The problem is in the context of trapping rats.
I agree with my teacher for the answer in part A as that is just $$P(R=1)=3(0.3\cdot0.7\cdot0.7)=0.441$$
I do not agree with my teacher for the answer in part B. The answer my teacher gave me was equal to 0.63 using the probability tree below.
I found an alternate answer using this equality given to me.

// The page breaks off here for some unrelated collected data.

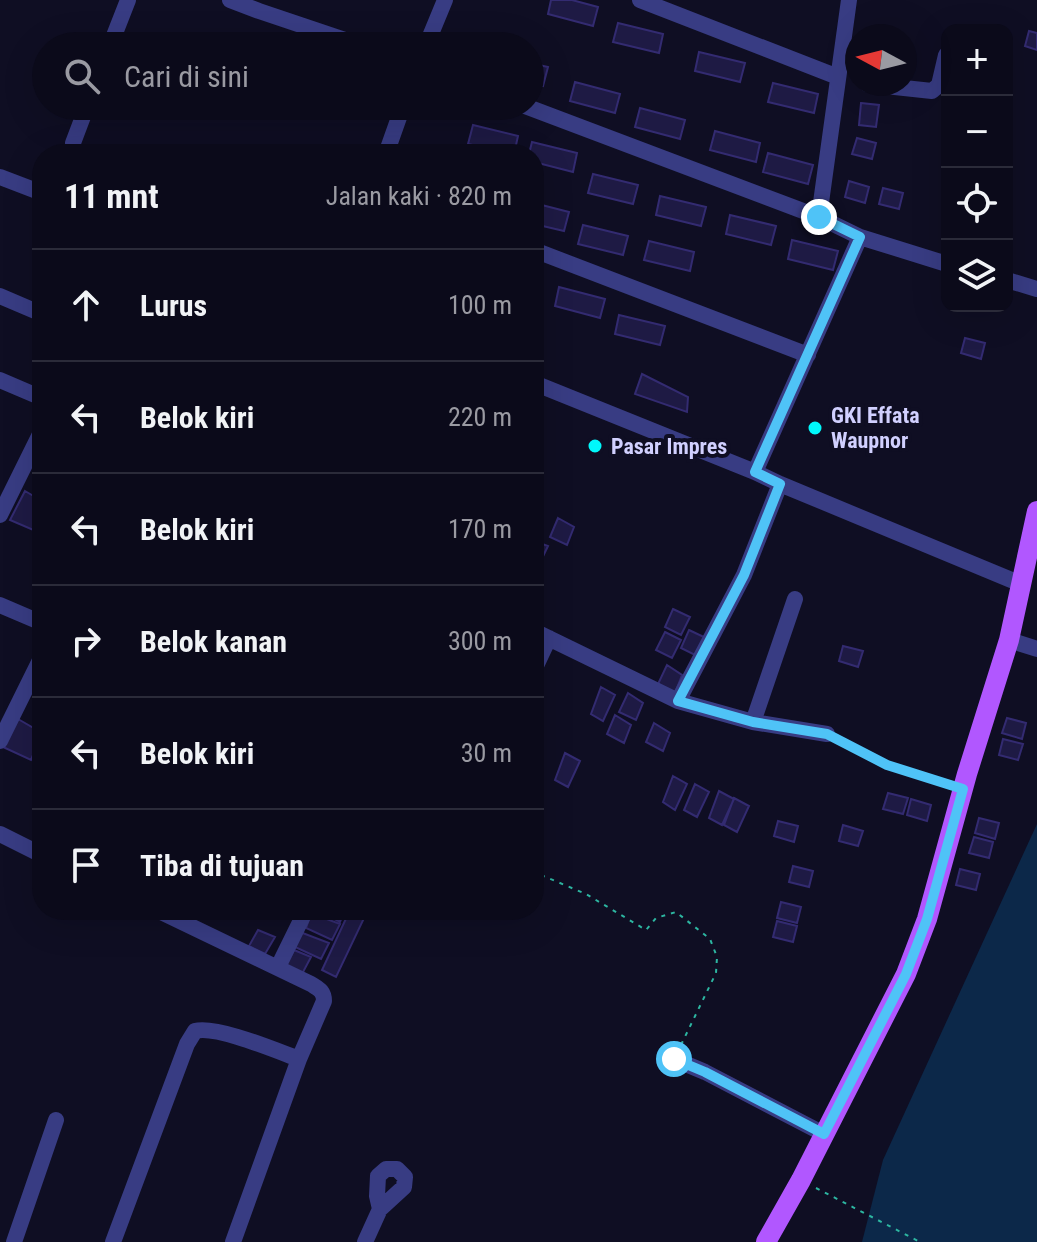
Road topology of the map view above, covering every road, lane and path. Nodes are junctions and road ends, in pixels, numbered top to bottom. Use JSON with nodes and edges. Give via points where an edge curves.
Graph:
{"nodes":[{"id":1,"x":128,"y":0,"type":"edge"},
{"id":2,"x":231,"y":0,"type":"edge"},
{"id":3,"x":445,"y":0,"type":"edge"},
{"id":4,"x":640,"y":0,"type":"edge"},
{"id":5,"x":849,"y":0,"type":"edge"},
{"id":6,"x":115,"y":32,"type":"edge"},
{"id":7,"x":323,"y":32,"type":"edge"},
{"id":8,"x":432,"y":32,"type":"edge"},
{"id":9,"x":941,"y":76,"type":"edge"},
{"id":10,"x":837,"y":79,"type":"junction"},
{"id":11,"x":845,"y":81,"type":"edge"},
{"id":12,"x":917,"y":89,"type":"edge"},
{"id":13,"x":544,"y":113,"type":"edge"},
{"id":14,"x":82,"y":120,"type":"edge"},
{"id":15,"x":398,"y":120,"type":"edge"},
{"id":16,"x":73,"y":143,"type":"dead end"},
{"id":17,"x":390,"y":144,"type":"edge"},
{"id":18,"x":0,"y":177,"type":"edge"},
{"id":19,"x":32,"y":189,"type":"edge"},
{"id":20,"x":819,"y":217,"type":"junction"},
{"id":21,"x":860,"y":237,"type":"junction"},
{"id":22,"x":544,"y":254,"type":"edge"},
{"id":23,"x":941,"y":262,"type":"edge"},
{"id":24,"x":1013,"y":282,"type":"edge"},
{"id":25,"x":1037,"y":289,"type":"edge"},
{"id":26,"x":0,"y":296,"type":"edge"},
{"id":27,"x":32,"y":310,"type":"edge"},
{"id":28,"x":808,"y":355,"type":"junction"},
{"id":29,"x":0,"y":380,"type":"edge"},
{"id":30,"x":544,"y":387,"type":"edge"},
{"id":31,"x":32,"y":394,"type":"edge"},
{"id":32,"x":32,"y":450,"type":"edge"},
{"id":33,"x":755,"y":472,"type":"junction"},
{"id":34,"x":780,"y":484,"type":"junction"},
{"id":35,"x":1037,"y":511,"type":"edge"},
{"id":36,"x":0,"y":515,"type":"edge"},
{"id":37,"x":1021,"y":584,"type":"junction"},
{"id":38,"x":795,"y":599,"type":"dead end"},
{"id":39,"x":0,"y":605,"type":"edge"},
{"id":40,"x":32,"y":619,"type":"edge"},
{"id":41,"x":544,"y":636,"type":"edge"},
{"id":42,"x":1009,"y":640,"type":"junction"},
{"id":43,"x":1037,"y":649,"type":"edge"},
{"id":44,"x":32,"y":676,"type":"edge"},
{"id":45,"x":678,"y":701,"type":"junction"},
{"id":46,"x":753,"y":722,"type":"junction"},
{"id":47,"x":827,"y":734,"type":"joint"},
{"id":48,"x":0,"y":741,"type":"edge"},
{"id":49,"x":963,"y":789,"type":"junction"},
{"id":50,"x":0,"y":834,"type":"edge"},
{"id":51,"x":32,"y":850,"type":"edge"},
{"id":52,"x":544,"y":876,"type":"edge"},
{"id":53,"x":178,"y":920,"type":"edge"},
{"id":54,"x":301,"y":920,"type":"edge"},
{"id":55,"x":278,"y":967,"type":"junction"},
{"id":56,"x":299,"y":1059,"type":"junction"},
{"id":57,"x":674,"y":1059,"type":"joint"},
{"id":58,"x":56,"y":1120,"type":"dead end"},
{"id":59,"x":824,"y":1134,"type":"junction"},
{"id":60,"x":801,"y":1180,"type":"junction"},
{"id":61,"x":380,"y":1209,"type":"dead end"},
{"id":62,"x":14,"y":1242,"type":"edge"},
{"id":63,"x":113,"y":1242,"type":"edge"},
{"id":64,"x":233,"y":1242,"type":"edge"},
{"id":65,"x":365,"y":1242,"type":"edge"},
{"id":66,"x":766,"y":1242,"type":"edge"},
{"id":67,"x":920,"y":1242,"type":"edge"}],
"edges":[{"from":1,"to":6,"type":"street"},
{"from":2,"to":7,"type":"street"},
{"from":3,"to":8,"type":"street"},
{"from":4,"to":10,"type":"street"},
{"from":5,"to":10,"type":"street"},
{"from":9,"to":12,"type":"street","via":[[932,91]]},
{"from":10,"to":11,"type":"street"},
{"from":10,"to":20,"type":"street"},
{"from":13,"to":20,"type":"street"},
{"from":14,"to":16,"type":"street"},
{"from":15,"to":17,"type":"street"},
{"from":18,"to":19,"type":"street"},
{"from":20,"to":21,"type":"street"},
{"from":21,"to":23,"type":"street"},
{"from":21,"to":28,"type":"street"},
{"from":22,"to":28,"type":"street"},
{"from":24,"to":25,"type":"street"},
{"from":26,"to":27,"type":"street"},
{"from":28,"to":33,"type":"street"},
{"from":29,"to":31,"type":"street"},
{"from":30,"to":33,"type":"street"},
{"from":32,"to":36,"type":"street"},
{"from":33,"to":34,"type":"street"},
{"from":34,"to":37,"type":"street"},
{"from":34,"to":45,"type":"street","via":[[744,575]]},
{"from":35,"to":37,"type":"main road"},
{"from":37,"to":42,"type":"main road"},
{"from":38,"to":46,"type":"street"},
{"from":39,"to":40,"type":"street"},
{"from":41,"to":45,"type":"street"},
{"from":42,"to":43,"type":"street"},
{"from":42,"to":49,"type":"main road"},
{"from":44,"to":48,"type":"street"},
{"from":45,"to":46,"type":"street"},
{"from":46,"to":47,"type":"street"},
{"from":47,"to":49,"type":"path","via":[[887,765]]},
{"from":49,"to":59,"type":"main road","via":[[906,974]]},
{"from":50,"to":51,"type":"street"},
{"from":52,"to":57,"type":"path","via":[[646,930],[656,918],[676,912],[710,939],[716,973]]},
{"from":53,"to":55,"type":"street"},
{"from":54,"to":55,"type":"street"},
{"from":55,"to":56,"type":"street","via":[[324,995]]},
{"from":56,"to":63,"type":"street","via":[[208,1030],[195,1031]]},
{"from":56,"to":64,"type":"street"},
{"from":57,"to":59,"type":"street"},
{"from":58,"to":62,"type":"street"},
{"from":59,"to":60,"type":"main road"},
{"from":60,"to":66,"type":"main road"},
{"from":60,"to":67,"type":"path"},
{"from":61,"to":65,"type":"street"}]}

$$P(X|Y)=\frac{P(X\cap{Y})}{P(Y)}$$
The question wants
$$P(\text{2 rats, given rat is caught in first trap})=\frac{{P(\text{2 rats }\cap{\text{ rat is caught in first trap}})}}{P(\text{rat is caught in first trap})}$$
So by using substitution
$P(\text{2 rats }\cap{\text{ rat is caught in first trap}})=2\cdot0.63=0.126$
$P(\text{rat is caught in first trap})=0.3$
$P(\text{2 rats, given rat is caught in first trap})=\frac{0.126}{0.3}=0.42$
I belive that my teacher incorrectly added the third possibility of 2 rats being caught which does not satisfy the fact that a rat was caught in the first trap. This leads to $P(\text{2 rats} \cap \text{rat is caught in first trap})=0.189$ instead of $P(\text{2 rats} \cap \text{rat is caught in first trap})=0.126$
After I asked about the answer to this question, my teacher checked the answer with another teacher and they insist that they are correct.
Am I missing something obvious and if so what? or is the teacher's answer incorrect?